Description of the task:
Every line that contains the word "Boulevard" should be copied from the records below.

Stored data
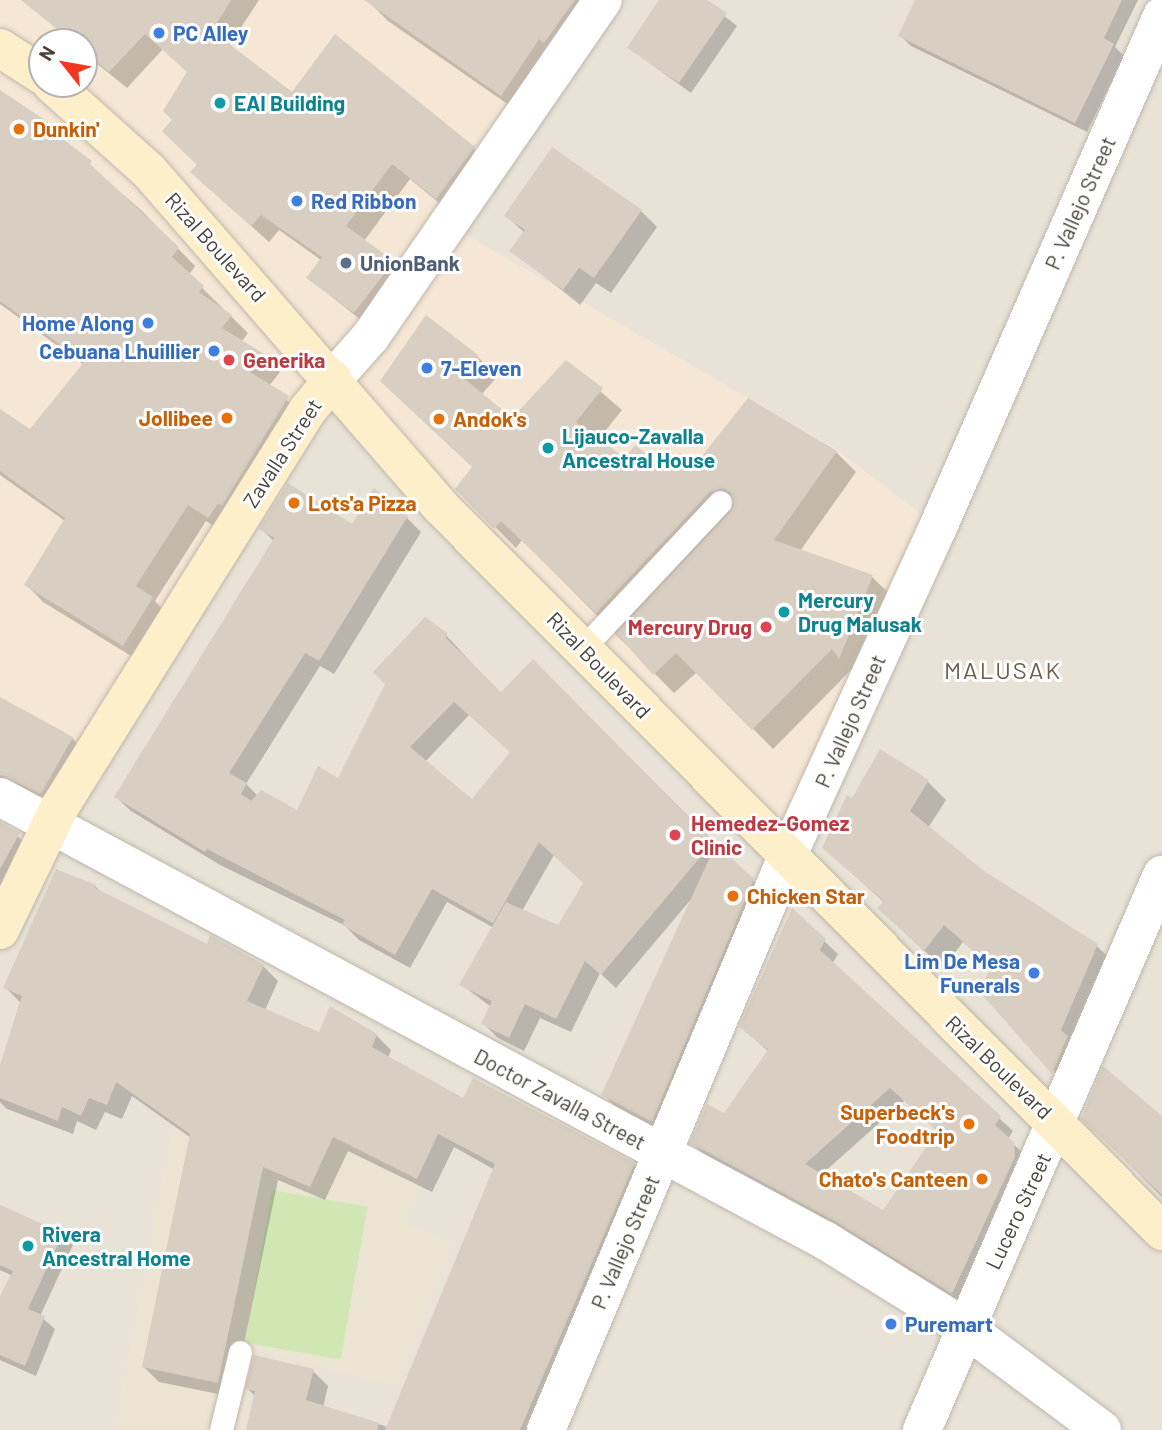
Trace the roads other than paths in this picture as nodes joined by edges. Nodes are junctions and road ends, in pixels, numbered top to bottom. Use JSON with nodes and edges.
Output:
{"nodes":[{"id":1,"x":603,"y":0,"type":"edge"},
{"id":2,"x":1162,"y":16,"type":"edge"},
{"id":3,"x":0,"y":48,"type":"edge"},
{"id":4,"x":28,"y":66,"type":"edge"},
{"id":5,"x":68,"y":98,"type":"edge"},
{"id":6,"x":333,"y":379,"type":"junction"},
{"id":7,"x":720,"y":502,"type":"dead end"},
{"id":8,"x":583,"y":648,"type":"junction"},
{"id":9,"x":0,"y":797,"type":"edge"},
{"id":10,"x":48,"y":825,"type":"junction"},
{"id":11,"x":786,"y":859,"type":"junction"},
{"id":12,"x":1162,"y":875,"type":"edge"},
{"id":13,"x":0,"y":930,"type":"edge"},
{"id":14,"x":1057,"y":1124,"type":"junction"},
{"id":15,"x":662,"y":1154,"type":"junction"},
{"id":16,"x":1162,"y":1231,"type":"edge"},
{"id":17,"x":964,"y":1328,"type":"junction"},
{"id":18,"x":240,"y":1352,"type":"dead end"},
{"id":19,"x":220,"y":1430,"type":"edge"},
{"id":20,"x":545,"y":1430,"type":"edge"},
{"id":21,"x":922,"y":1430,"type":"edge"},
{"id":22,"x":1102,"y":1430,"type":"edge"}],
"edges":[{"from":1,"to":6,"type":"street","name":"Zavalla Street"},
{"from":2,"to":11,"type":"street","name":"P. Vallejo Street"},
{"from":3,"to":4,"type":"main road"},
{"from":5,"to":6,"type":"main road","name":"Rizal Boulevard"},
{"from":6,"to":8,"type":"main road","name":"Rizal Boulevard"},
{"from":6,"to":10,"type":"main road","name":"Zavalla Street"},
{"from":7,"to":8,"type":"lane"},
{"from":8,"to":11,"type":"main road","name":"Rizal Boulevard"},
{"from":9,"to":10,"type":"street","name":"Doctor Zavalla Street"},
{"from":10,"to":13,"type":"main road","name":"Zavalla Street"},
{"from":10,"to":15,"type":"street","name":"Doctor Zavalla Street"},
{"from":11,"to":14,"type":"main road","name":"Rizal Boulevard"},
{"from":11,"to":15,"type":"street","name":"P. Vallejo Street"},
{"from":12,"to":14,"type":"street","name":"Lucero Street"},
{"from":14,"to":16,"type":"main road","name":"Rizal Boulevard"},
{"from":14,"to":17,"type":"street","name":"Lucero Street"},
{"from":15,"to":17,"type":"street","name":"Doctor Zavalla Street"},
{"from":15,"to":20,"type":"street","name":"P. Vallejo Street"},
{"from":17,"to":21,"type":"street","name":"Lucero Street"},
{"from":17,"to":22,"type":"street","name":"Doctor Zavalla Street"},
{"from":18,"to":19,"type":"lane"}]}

* * *

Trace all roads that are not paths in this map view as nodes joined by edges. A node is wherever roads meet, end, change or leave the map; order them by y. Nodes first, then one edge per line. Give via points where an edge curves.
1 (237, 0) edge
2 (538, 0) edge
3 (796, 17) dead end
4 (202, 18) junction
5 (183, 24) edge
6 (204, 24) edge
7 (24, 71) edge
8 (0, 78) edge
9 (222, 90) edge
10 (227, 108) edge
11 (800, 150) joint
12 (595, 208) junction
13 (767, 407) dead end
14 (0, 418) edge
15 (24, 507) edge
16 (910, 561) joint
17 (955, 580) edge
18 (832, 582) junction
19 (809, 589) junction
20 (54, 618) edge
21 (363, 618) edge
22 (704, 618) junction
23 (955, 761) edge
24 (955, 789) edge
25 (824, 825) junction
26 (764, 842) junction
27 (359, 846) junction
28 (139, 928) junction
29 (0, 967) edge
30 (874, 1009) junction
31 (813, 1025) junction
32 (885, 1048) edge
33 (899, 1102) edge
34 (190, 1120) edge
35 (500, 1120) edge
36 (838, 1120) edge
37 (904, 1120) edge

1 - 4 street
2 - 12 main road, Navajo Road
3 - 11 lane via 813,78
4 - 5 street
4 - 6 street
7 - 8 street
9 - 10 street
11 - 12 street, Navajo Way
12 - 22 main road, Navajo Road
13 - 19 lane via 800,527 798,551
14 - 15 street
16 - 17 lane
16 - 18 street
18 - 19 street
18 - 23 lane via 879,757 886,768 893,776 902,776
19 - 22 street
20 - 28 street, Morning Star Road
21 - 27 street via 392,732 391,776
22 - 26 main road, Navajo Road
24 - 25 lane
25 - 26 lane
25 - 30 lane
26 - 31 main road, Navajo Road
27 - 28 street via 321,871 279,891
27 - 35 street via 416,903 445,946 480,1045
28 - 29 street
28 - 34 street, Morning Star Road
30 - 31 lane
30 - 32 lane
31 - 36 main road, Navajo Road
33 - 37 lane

Expected output:
{"from":5,"to":6,"type":"main road","name":"Rizal Boulevard"},
{"from":6,"to":8,"type":"main road","name":"Rizal Boulevard"},
{"from":8,"to":11,"type":"main road","name":"Rizal Boulevard"},
{"from":11,"to":14,"type":"main road","name":"Rizal Boulevard"},
{"from":14,"to":16,"type":"main road","name":"Rizal Boulevard"},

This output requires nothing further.